Il n'y avait pas d'accord de base en tant que tel. Il y avait eu des conventions de base signées entre l'Etat guinéen et les deux entreprises, maintenant c'est une fusion. La nouveauté, ce que c'est l'Etat qui revient avec une part d'actifs de 15% dans le projet notamment au niveau des infrastructures. L'autre nouveauté, c'est la possibilité de créer une entreprise qui va gérer les infrastructures ferroviaire et portuaire où l'Etat guinéen va jouer un rôle important.

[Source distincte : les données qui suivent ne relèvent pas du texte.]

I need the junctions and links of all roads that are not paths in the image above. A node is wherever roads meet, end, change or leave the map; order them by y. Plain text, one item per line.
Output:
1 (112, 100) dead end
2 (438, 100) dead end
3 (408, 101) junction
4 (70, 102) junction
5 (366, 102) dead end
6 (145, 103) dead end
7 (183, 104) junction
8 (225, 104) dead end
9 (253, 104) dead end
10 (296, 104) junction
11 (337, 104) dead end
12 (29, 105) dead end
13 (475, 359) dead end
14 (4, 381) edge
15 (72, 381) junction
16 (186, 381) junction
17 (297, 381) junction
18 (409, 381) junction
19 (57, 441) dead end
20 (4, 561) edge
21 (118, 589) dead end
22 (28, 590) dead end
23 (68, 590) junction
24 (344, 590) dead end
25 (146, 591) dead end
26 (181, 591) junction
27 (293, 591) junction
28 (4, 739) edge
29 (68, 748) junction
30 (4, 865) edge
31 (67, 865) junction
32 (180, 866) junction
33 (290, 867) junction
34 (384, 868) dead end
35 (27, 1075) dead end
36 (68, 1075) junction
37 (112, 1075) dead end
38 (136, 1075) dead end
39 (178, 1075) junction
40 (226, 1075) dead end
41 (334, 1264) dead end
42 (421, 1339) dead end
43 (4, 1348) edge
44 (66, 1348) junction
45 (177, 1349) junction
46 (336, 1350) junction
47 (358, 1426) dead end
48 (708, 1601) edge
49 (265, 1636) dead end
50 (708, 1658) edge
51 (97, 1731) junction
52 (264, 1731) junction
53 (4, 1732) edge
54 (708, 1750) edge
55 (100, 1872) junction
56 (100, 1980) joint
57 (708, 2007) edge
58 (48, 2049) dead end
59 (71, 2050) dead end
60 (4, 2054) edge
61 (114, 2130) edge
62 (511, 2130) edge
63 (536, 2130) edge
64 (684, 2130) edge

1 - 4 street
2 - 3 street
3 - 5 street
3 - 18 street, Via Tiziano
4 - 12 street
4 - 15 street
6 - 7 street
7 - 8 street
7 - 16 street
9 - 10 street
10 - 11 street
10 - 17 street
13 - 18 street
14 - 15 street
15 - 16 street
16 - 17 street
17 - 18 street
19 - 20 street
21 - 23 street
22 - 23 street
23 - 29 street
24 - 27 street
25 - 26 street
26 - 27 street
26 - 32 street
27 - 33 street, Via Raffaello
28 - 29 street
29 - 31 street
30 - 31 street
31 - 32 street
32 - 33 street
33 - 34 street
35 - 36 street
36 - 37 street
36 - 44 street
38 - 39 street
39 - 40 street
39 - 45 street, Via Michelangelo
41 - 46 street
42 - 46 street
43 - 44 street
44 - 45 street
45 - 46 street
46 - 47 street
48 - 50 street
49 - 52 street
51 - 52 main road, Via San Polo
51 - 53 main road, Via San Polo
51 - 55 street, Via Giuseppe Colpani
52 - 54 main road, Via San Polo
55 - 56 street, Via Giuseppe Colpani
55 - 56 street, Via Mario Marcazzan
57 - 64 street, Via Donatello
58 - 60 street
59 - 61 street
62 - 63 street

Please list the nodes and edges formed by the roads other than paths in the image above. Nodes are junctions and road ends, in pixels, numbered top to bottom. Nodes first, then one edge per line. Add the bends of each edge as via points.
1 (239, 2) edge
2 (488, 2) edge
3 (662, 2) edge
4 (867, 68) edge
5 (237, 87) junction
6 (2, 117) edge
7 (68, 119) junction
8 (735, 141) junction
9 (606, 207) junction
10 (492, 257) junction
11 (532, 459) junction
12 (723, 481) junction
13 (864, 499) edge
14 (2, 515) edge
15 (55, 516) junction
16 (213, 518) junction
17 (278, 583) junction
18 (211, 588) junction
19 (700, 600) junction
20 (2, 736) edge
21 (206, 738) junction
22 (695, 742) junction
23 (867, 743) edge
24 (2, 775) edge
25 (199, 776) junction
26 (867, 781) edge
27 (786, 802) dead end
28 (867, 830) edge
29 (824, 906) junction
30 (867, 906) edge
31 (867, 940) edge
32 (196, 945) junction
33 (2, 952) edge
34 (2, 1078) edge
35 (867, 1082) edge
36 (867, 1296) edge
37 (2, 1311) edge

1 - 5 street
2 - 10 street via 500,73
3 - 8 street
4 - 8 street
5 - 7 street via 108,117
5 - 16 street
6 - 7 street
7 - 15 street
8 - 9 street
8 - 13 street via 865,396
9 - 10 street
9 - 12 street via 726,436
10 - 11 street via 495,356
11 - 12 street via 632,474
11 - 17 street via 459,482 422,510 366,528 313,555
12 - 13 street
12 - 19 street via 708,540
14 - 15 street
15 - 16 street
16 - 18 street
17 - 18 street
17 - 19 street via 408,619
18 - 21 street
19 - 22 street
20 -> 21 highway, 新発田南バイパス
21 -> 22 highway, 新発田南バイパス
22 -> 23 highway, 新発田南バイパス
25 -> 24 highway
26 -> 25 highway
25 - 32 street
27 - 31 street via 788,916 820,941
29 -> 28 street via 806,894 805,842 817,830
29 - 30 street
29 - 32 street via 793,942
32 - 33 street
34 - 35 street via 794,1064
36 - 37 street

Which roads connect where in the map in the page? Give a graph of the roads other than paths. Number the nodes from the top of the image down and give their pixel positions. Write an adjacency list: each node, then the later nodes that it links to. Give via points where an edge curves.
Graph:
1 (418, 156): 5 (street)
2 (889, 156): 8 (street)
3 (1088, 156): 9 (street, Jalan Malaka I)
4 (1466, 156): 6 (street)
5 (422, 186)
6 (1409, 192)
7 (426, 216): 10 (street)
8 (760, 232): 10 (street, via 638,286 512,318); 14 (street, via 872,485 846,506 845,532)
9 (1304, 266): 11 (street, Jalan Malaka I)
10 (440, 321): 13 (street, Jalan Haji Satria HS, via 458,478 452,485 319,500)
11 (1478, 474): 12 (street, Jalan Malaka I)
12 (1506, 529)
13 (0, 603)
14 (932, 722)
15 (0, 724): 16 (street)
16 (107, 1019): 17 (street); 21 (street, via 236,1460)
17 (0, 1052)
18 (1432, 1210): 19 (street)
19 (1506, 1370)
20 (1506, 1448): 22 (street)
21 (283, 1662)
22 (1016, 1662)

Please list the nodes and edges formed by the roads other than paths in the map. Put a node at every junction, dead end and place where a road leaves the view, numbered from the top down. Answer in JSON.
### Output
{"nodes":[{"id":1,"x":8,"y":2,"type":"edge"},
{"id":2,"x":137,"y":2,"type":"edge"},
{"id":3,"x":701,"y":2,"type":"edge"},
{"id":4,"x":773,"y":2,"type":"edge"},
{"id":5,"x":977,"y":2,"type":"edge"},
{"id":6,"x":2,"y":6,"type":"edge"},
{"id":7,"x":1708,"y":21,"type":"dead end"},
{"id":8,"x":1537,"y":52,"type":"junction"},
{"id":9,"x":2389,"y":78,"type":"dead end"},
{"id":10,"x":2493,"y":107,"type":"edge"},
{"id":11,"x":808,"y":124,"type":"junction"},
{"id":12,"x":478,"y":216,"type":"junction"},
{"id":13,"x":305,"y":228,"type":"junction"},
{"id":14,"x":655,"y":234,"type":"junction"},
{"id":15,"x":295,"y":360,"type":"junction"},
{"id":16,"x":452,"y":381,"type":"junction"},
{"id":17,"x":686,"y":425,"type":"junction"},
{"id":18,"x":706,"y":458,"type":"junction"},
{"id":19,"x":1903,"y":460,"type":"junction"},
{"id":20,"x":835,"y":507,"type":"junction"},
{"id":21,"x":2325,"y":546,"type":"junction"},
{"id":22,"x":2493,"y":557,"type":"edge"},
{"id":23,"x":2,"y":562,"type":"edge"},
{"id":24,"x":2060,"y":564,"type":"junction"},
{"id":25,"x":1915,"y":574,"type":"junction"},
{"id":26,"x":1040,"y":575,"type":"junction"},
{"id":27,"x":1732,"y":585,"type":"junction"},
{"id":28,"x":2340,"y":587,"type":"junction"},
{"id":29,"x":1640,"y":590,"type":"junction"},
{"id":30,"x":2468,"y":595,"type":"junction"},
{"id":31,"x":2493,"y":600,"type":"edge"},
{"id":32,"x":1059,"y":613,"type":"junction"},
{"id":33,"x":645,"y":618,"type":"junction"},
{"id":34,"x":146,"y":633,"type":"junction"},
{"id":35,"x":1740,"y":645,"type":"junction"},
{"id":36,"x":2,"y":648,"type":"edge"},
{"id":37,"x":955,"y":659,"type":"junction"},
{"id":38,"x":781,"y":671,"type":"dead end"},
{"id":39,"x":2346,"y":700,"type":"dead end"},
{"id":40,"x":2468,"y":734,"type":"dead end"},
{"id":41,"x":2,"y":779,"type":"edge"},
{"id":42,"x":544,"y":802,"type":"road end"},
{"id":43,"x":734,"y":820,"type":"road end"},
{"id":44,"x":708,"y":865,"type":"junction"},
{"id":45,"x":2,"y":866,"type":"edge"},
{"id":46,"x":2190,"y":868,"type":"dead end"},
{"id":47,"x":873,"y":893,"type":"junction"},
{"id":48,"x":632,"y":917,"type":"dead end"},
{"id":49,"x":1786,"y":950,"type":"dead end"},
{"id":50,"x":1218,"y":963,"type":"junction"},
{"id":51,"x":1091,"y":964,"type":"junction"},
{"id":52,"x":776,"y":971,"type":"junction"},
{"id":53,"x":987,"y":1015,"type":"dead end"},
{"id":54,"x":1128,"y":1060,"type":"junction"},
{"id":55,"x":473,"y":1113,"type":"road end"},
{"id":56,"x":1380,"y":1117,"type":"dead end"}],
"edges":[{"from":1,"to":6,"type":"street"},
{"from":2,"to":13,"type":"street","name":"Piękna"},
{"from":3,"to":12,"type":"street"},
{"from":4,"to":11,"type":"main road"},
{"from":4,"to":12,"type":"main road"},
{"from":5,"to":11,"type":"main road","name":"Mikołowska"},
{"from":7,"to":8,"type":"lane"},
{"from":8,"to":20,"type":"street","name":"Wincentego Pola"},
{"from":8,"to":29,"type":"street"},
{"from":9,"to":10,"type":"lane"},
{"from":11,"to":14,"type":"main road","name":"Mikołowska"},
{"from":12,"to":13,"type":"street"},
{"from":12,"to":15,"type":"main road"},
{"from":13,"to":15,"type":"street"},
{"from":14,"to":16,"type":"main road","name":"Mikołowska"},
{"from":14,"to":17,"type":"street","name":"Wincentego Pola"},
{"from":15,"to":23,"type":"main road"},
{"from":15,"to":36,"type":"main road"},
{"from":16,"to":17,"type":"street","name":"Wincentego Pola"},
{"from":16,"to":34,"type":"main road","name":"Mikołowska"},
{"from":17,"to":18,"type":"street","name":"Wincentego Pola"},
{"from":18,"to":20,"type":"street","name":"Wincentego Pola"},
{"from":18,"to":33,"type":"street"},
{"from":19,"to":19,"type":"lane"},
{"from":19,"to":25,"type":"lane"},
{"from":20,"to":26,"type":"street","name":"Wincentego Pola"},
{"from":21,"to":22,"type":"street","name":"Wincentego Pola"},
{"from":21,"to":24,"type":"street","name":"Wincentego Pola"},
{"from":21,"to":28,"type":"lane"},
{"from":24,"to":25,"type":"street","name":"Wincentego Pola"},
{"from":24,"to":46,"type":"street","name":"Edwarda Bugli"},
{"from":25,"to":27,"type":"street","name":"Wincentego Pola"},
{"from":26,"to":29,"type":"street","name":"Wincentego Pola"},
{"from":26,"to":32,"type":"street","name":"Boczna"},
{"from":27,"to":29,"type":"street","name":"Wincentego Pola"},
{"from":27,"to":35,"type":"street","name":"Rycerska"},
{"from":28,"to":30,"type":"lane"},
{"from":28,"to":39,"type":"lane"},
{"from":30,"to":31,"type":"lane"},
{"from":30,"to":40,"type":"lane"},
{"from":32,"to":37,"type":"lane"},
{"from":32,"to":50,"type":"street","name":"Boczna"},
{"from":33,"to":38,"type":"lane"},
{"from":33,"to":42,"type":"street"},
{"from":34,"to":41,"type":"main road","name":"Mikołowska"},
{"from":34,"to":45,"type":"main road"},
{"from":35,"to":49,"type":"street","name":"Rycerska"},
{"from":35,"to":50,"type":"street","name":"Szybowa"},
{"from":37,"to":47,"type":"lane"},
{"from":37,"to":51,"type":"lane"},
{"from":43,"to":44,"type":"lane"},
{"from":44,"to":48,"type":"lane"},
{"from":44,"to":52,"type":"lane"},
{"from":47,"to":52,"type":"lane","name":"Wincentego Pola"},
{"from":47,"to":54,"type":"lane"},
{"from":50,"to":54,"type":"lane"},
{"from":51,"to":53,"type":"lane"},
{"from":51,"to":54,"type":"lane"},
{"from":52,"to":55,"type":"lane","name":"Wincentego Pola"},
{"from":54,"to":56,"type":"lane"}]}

Ici, la particularité est que les deux entreprises vont ensemble mobiliser les fonds, chacune des entreprises va réaliser une partie des infrastructures. Selon l'accord, à ce jour Rio Tinto va construire un chemin de fer qui va rallier le chemin de fer que Winning consortium Simandou est en train de construire, elle va construire également un port en eau profonde où un port à part comme actuellement Winning consortium est en train de faire à Moribayah (Forécariah). Donc, chacune des entreprises va débourser de l'argent pour faire ses travaux.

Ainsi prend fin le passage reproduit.